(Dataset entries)
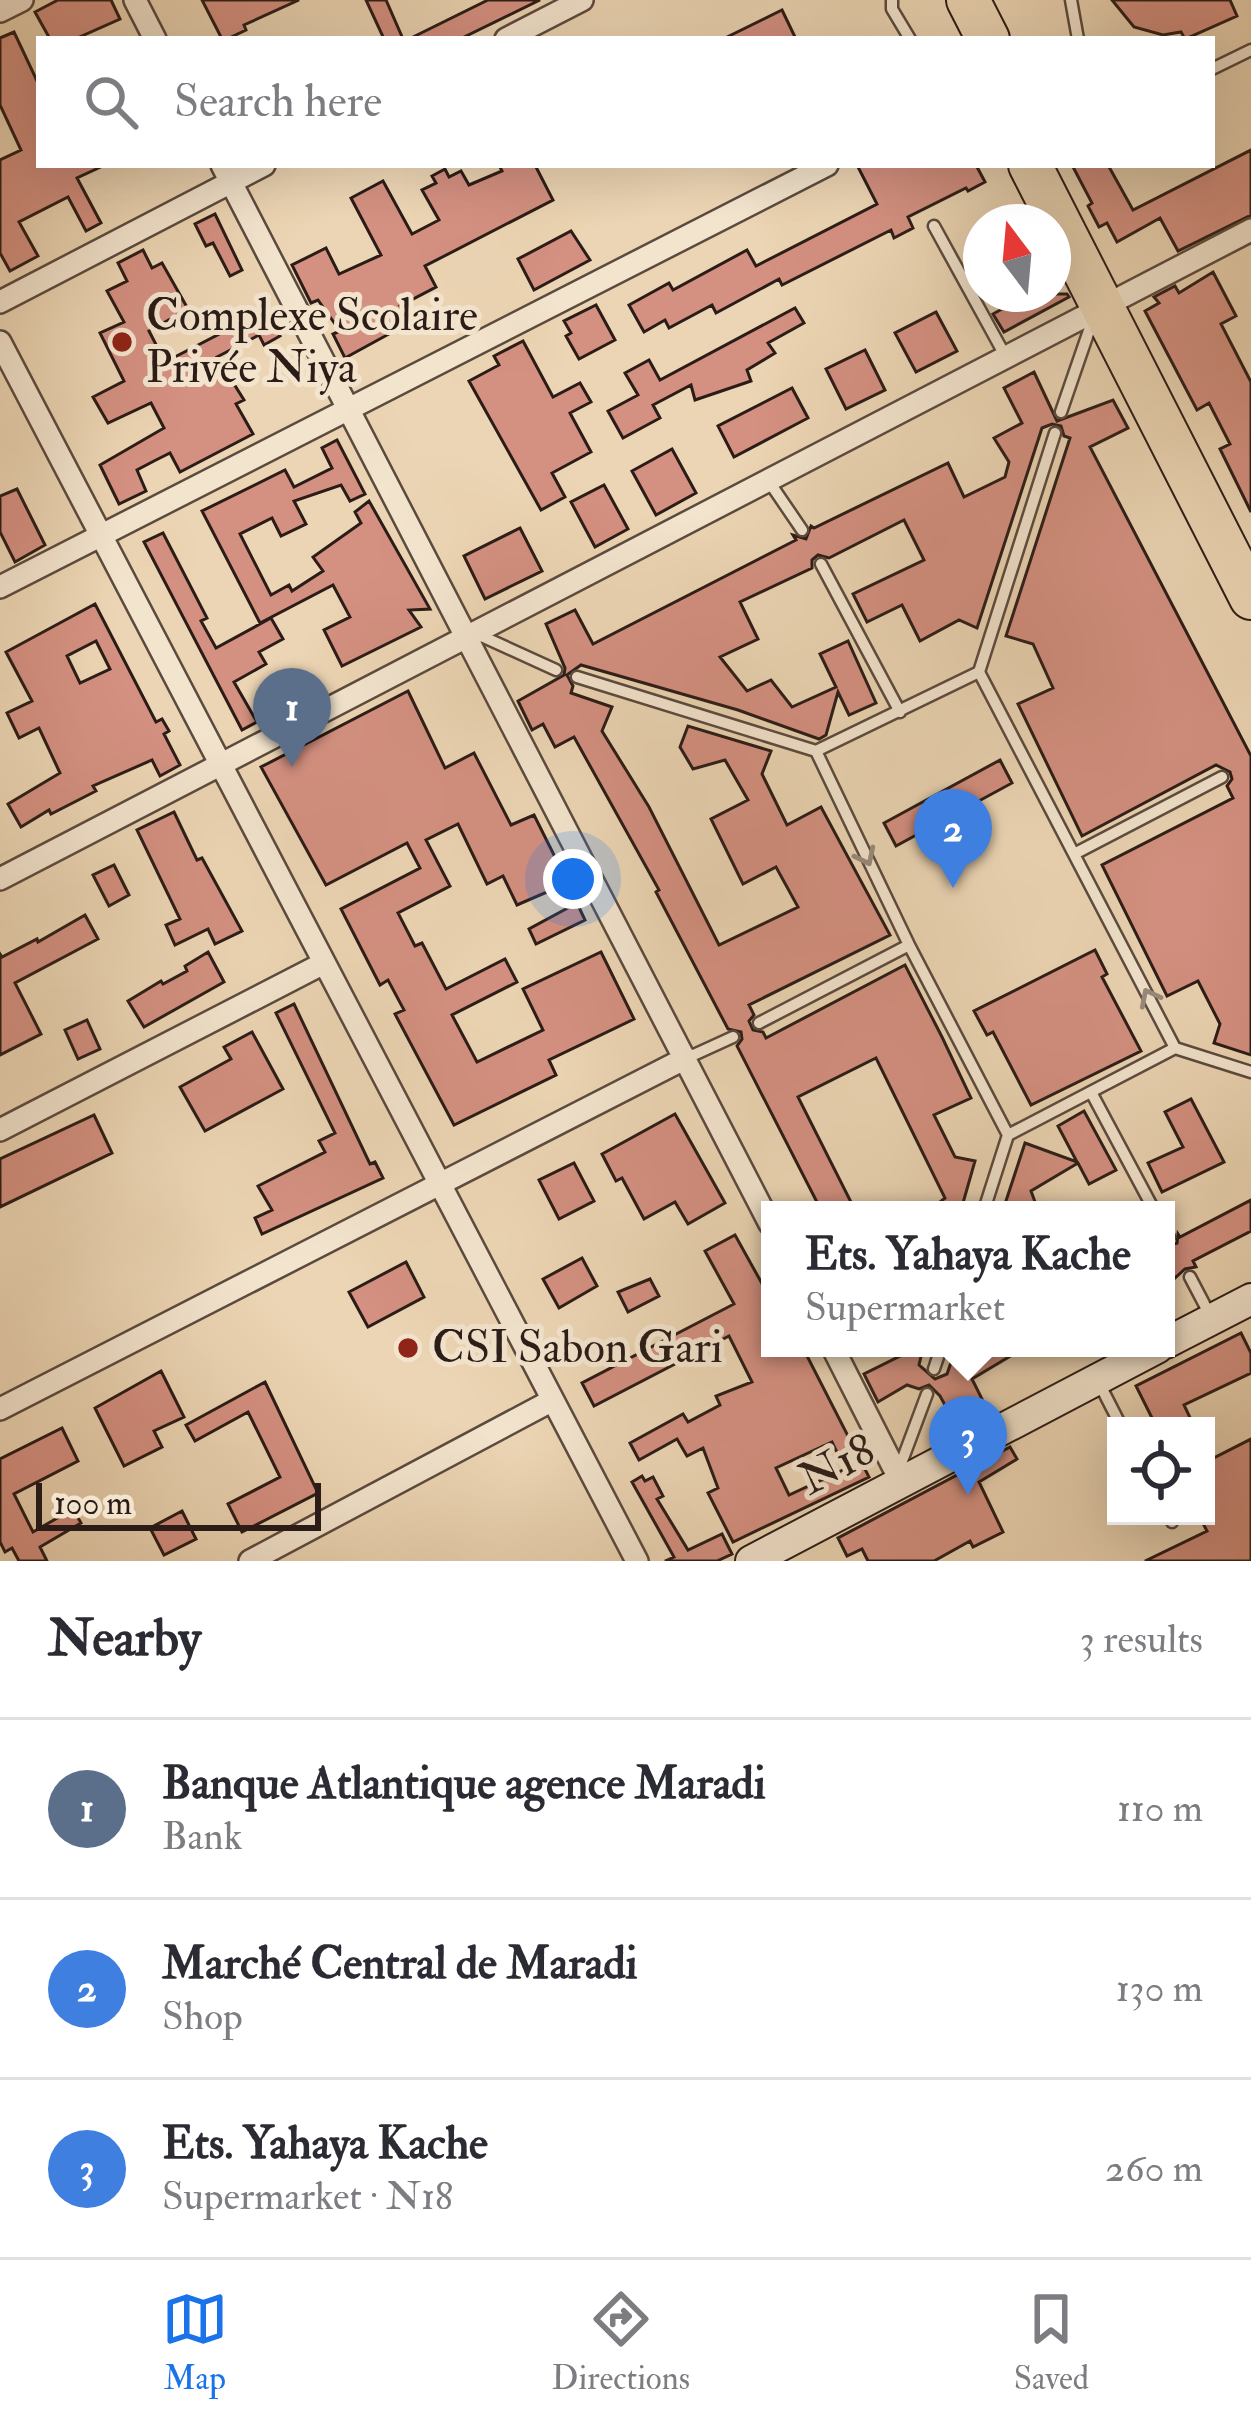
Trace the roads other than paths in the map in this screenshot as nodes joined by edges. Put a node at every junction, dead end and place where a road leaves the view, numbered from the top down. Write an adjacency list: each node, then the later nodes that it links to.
1 (22, 0): 8 (street)
2 (135, 0): 9 (street)
3 (582, 0): 10 (street)
4 (892, 0): 11 (lane)
5 (947, 0): 12 (highway)
6 (968, 0): 13 (highway)
7 (1071, 0): 14 (lane)
8 (0, 11)
9 (153, 36)
10 (512, 36)
11 (908, 36)
12 (965, 36)
13 (986, 36)
14 (1076, 36)
15 (1251, 50): 16 (lane)
16 (1215, 68)
17 (820, 168): 27 (street)
18 (1032, 168): 23 (highway)
19 (1053, 168): 23 (highway)
20 (226, 174): 24 (street); 27 (street)
21 (934, 226): 26 (lane)
22 (1251, 230): 23 (street)
23 (1107, 301): 26 (street); 28 (lane); 33 (highway); 36 (highway)
24 (0, 302)
25 (0, 342): 32 (street)
26 (1007, 359): 30 (street)
27 (347, 411): 32 (street); 37 (street)
28 (1061, 412)
29 (1055, 433): 39 (lane)
30 (770, 483): 31 (lane); 37 (street)
31 (802, 530)
32 (100, 536): 35 (street); 43 (street)
33 (1251, 548)
34 (820, 564): 41 (lane)
35 (0, 587)
36 (1251, 598)
37 (470, 636): 38 (lane); 43 (street); 52 (street)
38 (556, 670)
39 (979, 672): 41 (lane); 45 (lane)
40 (577, 677): 42 (lane)
41 (900, 712): 42 (lane)
42 (816, 752): 47 (lane, one-way to 47)
43 (220, 764): 46 (street); 48 (street)
44 (1222, 777): 45 (lane)
45 (1076, 853): 51 (lane, one-way to 45)
46 (0, 880)
47 (909, 945): 49 (lane); 56 (lane)
48 (324, 963): 55 (street); 57 (street)
49 (759, 1023)
50 (733, 1037): 52 (lane)
51 (1175, 1048): 53 (lane); 54 (lane)
52 (686, 1058): 57 (street); 60 (street)
53 (1251, 1072)
54 (1091, 1092): 56 (lane); 59 (lane)
55 (0, 1130)
56 (1008, 1135): 58 (lane)
57 (440, 1181): 71 (street); 72 (street)
58 (987, 1201)
59 (1149, 1201)
60 (761, 1205)
61 (1190, 1277): 63 (lane)
62 (1251, 1299): 63 (main road)
63 (1212, 1319): 64 (main road)
64 (1175, 1338)
65 (838, 1357): 74 (street)
66 (938, 1357): 68 (lane)
67 (1140, 1357): 69 (main road, N18)
68 (934, 1369)
69 (1097, 1380): 73 (lane); 74 (main road, N18)
70 (926, 1394): 74 (lane)
71 (551, 1401): 75 (street); 76 (street)
72 (0, 1409)
73 (1116, 1417)
74 (899, 1478): 77 (main road, N18)
75 (250, 1561)
76 (637, 1561)
77 (751, 1561)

Task item: Report each line above that includes the string "road".

Result for this task:
Trace the roads other than paths in the map in this screenshot as nodes joined by edges. Put a node at every junction, dead end and place where a road leaves the view, numbered from the top down. Write an adjacency list: each node, then the later nodes that it links to.
62 (1251, 1299): 63 (main road)
63 (1212, 1319): 64 (main road)
67 (1140, 1357): 69 (main road, N18)
69 (1097, 1380): 73 (lane); 74 (main road, N18)
74 (899, 1478): 77 (main road, N18)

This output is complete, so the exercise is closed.